Saved entries
□ □ □ □ □ □ □

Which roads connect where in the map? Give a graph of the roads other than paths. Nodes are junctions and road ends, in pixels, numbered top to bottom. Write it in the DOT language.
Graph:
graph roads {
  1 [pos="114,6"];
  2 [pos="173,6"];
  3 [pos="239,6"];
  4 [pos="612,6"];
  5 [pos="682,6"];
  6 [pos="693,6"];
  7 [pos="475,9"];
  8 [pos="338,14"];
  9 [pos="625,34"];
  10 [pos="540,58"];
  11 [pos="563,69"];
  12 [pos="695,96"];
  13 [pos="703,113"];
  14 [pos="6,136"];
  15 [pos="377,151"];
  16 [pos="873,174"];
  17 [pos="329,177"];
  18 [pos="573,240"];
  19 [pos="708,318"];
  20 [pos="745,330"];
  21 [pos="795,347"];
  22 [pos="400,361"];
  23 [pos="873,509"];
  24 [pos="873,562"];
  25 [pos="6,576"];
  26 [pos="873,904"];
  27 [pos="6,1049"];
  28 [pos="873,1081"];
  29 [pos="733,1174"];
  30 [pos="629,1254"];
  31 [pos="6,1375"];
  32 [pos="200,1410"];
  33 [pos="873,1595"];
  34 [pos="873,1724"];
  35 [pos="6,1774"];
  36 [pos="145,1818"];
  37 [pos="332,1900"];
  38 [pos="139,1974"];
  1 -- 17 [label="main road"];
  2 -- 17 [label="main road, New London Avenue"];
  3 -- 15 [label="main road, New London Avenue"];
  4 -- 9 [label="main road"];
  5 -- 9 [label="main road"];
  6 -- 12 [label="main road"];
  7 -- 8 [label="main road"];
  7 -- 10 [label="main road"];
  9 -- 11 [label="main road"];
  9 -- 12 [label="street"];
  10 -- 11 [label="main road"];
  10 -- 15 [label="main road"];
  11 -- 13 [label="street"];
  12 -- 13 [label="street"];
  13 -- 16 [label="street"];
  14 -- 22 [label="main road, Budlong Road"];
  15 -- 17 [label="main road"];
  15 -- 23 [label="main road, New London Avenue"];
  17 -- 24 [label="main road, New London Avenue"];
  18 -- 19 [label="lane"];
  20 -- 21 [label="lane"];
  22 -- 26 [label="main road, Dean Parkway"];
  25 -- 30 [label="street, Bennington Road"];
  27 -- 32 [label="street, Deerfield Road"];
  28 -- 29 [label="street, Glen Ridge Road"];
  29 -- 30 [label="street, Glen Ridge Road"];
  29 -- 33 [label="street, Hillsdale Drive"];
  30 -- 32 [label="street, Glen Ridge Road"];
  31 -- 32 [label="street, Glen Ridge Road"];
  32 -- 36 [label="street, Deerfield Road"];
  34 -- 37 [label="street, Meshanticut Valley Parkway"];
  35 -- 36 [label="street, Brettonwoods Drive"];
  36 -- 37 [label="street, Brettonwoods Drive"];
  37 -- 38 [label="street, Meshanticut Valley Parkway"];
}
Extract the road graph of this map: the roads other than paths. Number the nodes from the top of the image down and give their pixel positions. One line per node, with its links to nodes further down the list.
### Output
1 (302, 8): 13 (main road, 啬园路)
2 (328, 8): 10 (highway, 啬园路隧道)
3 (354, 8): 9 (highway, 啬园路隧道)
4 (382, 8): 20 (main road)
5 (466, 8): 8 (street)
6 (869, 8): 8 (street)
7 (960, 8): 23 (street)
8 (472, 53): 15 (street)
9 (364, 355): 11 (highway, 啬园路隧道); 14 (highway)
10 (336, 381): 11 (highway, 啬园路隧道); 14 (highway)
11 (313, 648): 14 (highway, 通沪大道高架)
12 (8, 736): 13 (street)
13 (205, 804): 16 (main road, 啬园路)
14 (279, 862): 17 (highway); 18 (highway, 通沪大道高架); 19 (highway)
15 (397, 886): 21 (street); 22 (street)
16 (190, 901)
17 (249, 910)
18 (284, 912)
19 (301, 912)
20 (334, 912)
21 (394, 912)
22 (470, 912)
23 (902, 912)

□ □ □ □ □ □ □

**EXERCISE DESCRIPTION**
Exactly as they appear above, return all of the records.

**SOLUTION BELOW**
Which roads connect where in the map? Give a graph of the roads other than paths. Nodes are junctions and road ends, in pixels, numbered top to bottom. Write it in the DOT language.
Graph:
graph roads {
  1 [pos="114,6"];
  2 [pos="173,6"];
  3 [pos="239,6"];
  4 [pos="612,6"];
  5 [pos="682,6"];
  6 [pos="693,6"];
  7 [pos="475,9"];
  8 [pos="338,14"];
  9 [pos="625,34"];
  10 [pos="540,58"];
  11 [pos="563,69"];
  12 [pos="695,96"];
  13 [pos="703,113"];
  14 [pos="6,136"];
  15 [pos="377,151"];
  16 [pos="873,174"];
  17 [pos="329,177"];
  18 [pos="573,240"];
  19 [pos="708,318"];
  20 [pos="745,330"];
  21 [pos="795,347"];
  22 [pos="400,361"];
  23 [pos="873,509"];
  24 [pos="873,562"];
  25 [pos="6,576"];
  26 [pos="873,904"];
  27 [pos="6,1049"];
  28 [pos="873,1081"];
  29 [pos="733,1174"];
  30 [pos="629,1254"];
  31 [pos="6,1375"];
  32 [pos="200,1410"];
  33 [pos="873,1595"];
  34 [pos="873,1724"];
  35 [pos="6,1774"];
  36 [pos="145,1818"];
  37 [pos="332,1900"];
  38 [pos="139,1974"];
  1 -- 17 [label="main road"];
  2 -- 17 [label="main road, New London Avenue"];
  3 -- 15 [label="main road, New London Avenue"];
  4 -- 9 [label="main road"];
  5 -- 9 [label="main road"];
  6 -- 12 [label="main road"];
  7 -- 8 [label="main road"];
  7 -- 10 [label="main road"];
  9 -- 11 [label="main road"];
  9 -- 12 [label="street"];
  10 -- 11 [label="main road"];
  10 -- 15 [label="main road"];
  11 -- 13 [label="street"];
  12 -- 13 [label="street"];
  13 -- 16 [label="street"];
  14 -- 22 [label="main road, Budlong Road"];
  15 -- 17 [label="main road"];
  15 -- 23 [label="main road, New London Avenue"];
  17 -- 24 [label="main road, New London Avenue"];
  18 -- 19 [label="lane"];
  20 -- 21 [label="lane"];
  22 -- 26 [label="main road, Dean Parkway"];
  25 -- 30 [label="street, Bennington Road"];
  27 -- 32 [label="street, Deerfield Road"];
  28 -- 29 [label="street, Glen Ridge Road"];
  29 -- 30 [label="street, Glen Ridge Road"];
  29 -- 33 [label="street, Hillsdale Drive"];
  30 -- 32 [label="street, Glen Ridge Road"];
  31 -- 32 [label="street, Glen Ridge Road"];
  32 -- 36 [label="street, Deerfield Road"];
  34 -- 37 [label="street, Meshanticut Valley Parkway"];
  35 -- 36 [label="street, Brettonwoods Drive"];
  36 -- 37 [label="street, Brettonwoods Drive"];
  37 -- 38 [label="street, Meshanticut Valley Parkway"];
}
Extract the road graph of this map: the roads other than paths. Number the nodes from the top of the image down and give their pixel positions. One line per node, with its links to nodes further down the list.
### Output
1 (302, 8): 13 (main road, 啬园路)
2 (328, 8): 10 (highway, 啬园路隧道)
3 (354, 8): 9 (highway, 啬园路隧道)
4 (382, 8): 20 (main road)
5 (466, 8): 8 (street)
6 (869, 8): 8 (street)
7 (960, 8): 23 (street)
8 (472, 53): 15 (street)
9 (364, 355): 11 (highway, 啬园路隧道); 14 (highway)
10 (336, 381): 11 (highway, 啬园路隧道); 14 (highway)
11 (313, 648): 14 (highway, 通沪大道高架)
12 (8, 736): 13 (street)
13 (205, 804): 16 (main road, 啬园路)
14 (279, 862): 17 (highway); 18 (highway, 通沪大道高架); 19 (highway)
15 (397, 886): 21 (street); 22 (street)
16 (190, 901)
17 (249, 910)
18 (284, 912)
19 (301, 912)
20 (334, 912)
21 (394, 912)
22 (470, 912)
23 (902, 912)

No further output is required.